2020 Kia Telluride score: 8/10

Highlights:
  • Excellent interior quality.
  • Refined driving experience.
  • Seating for up to eight.
  • Generous towing capacity.

How they stack up:

Safety Features:

Honda Pilot: 8/10

  • The Insurance Institute for Highway Safety (IIHS) awarded the Honda Pilot with a Good rating in all crash tests. The automatic emergency braking system was good enough for a Superior rating for front crash prevention. Those scores added up to net the 2020 Pilot a Top Safety Pick designation.

  • The National Highway Traffic Safety Administration (NHTSA) gave the Pilot five stars overall, including five stars in most crash test categories except for rollover prevention and front passenger-side crash prevention.

  • Standard safety gear includes a multi-angle rearview camera, automatic high-beam headlights, road departure mitigation, lane departure warnings, LED daytime running lights, front collision warnings, automatic emergency braking, adaptive cruise control, and active lane control. Blind-spot monitoring is available for the EX trim and above.

Kia Telluride: 8/10

  • The National Highway Transportation Safety Administration (NHTSA) awarded the 2020 Telluride its maximum five-star rating in overall crash tests, while the Insurance Institute for Highway Safety (IIHS) awarded the Telluride with its Top Safety Pick (its second-highest rating), topping the charts in areas such as collision avoidance.

  • Every Telluride model comes comprehensively equipped with standard automatic emergency braking with forward-collision warning and pedestrian detection. Kia also includes blind-spot monitoring, lane-departure warning, lane-keep assist, and adaptive cruise control.

  • Features such as automatic high beam assist, highway traffic assist that can adjust speed based on speed limits, and a surround-view camera is optional on some models.

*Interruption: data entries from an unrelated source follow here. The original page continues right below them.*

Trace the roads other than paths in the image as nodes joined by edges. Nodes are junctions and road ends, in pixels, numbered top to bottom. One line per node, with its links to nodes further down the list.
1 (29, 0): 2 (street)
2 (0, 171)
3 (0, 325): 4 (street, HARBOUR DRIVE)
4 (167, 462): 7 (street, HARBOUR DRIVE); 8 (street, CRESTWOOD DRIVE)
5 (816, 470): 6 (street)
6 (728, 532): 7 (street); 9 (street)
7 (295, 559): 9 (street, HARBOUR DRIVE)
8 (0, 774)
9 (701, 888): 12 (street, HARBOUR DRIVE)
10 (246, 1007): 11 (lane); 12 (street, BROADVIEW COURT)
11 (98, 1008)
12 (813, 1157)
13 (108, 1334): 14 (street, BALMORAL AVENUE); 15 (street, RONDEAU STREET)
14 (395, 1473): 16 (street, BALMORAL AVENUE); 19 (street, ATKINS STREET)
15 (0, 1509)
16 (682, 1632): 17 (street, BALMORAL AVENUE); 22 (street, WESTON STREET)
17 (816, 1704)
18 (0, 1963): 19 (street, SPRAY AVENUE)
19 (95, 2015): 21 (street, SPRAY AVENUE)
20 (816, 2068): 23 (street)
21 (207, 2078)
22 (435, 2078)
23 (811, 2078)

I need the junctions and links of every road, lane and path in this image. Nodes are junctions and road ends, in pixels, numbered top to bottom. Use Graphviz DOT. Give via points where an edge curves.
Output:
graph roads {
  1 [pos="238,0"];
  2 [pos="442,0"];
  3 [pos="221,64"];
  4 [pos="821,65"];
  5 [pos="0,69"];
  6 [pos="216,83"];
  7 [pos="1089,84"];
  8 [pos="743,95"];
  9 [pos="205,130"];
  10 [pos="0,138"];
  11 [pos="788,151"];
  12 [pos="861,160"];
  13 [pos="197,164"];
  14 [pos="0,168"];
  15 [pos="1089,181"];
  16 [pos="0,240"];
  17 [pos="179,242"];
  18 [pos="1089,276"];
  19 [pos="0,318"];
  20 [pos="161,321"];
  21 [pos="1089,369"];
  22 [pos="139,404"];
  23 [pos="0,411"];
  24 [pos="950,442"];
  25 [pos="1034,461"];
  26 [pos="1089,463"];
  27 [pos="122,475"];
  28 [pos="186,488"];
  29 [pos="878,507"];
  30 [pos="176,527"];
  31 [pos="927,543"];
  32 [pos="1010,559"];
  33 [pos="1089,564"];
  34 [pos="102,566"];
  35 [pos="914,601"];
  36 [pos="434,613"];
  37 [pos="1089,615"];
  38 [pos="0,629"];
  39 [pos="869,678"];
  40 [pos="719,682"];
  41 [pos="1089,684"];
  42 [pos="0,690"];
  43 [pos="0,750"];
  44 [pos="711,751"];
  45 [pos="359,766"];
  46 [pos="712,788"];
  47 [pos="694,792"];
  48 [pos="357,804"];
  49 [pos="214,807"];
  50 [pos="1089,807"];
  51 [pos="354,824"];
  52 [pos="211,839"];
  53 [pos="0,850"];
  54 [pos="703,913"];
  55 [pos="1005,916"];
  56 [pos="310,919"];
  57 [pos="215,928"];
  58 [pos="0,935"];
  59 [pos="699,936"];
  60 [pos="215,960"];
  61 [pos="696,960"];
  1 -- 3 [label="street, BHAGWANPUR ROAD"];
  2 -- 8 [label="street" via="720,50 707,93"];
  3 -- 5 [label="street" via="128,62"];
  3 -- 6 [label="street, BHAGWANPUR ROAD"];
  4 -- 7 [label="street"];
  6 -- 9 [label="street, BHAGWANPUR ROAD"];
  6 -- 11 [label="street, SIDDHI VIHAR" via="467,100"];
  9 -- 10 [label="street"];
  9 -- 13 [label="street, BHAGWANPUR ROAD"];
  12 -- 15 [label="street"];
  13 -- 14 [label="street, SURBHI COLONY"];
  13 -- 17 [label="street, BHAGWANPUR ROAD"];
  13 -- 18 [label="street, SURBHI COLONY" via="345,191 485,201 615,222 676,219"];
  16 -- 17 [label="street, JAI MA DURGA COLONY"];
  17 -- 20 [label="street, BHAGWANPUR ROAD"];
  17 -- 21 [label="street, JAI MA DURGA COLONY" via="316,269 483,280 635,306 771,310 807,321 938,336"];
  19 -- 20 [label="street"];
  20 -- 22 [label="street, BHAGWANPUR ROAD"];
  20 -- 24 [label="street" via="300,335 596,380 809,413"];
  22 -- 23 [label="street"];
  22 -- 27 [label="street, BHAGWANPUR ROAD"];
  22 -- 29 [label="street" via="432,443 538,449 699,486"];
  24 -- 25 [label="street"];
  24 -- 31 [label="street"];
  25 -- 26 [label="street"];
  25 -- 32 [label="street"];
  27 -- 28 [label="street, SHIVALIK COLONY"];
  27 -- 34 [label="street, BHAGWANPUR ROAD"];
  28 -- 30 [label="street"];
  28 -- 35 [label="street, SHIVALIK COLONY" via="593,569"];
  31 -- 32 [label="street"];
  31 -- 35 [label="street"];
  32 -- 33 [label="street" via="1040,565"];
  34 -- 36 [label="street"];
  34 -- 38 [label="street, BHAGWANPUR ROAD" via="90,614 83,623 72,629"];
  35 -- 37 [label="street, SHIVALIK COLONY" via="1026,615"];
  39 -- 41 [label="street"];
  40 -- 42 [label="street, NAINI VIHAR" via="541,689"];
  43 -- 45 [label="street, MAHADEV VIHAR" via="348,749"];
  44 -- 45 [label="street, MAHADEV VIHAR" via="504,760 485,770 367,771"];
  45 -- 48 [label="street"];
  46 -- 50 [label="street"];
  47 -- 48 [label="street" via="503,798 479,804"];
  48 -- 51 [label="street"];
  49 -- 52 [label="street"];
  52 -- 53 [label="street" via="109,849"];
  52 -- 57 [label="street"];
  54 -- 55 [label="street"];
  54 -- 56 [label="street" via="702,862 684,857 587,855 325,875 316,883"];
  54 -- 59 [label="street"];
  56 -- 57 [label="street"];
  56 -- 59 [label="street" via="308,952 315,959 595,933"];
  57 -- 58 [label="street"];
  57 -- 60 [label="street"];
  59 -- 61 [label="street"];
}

  • Rivals in this class are increasingly upping the game on standard driver assistance technology, and the Telluride is among the best equipped, for now. Still, those looking at premium SUV brands will likely be envious of what the Telluride includes for the base price.

Value:

Honda Pilot: 6/10

  • While equipped with a load of advanced safety features, the base Pilot isn't that well equipped when compared to its counterparts at higher trim levels. Stepping up to the top trims moves the price tag dangerously close to $50,000, and crosses that threshold in the new Black Edition trim.

  • All-wheel-drive isn't standard for the Pilot as it is in the Subaru Ascent. Given the Honda's propensity to become expensive quickly, this could be a reason to shop for a different brand. At least it comes with top-level Elite models. Still, there's no real advantage in terms of economy or the way it drives for Honda not to make all-wheel-drive standard – considering it's a big reason buyers pick the Pilot over their Odyssey minivan.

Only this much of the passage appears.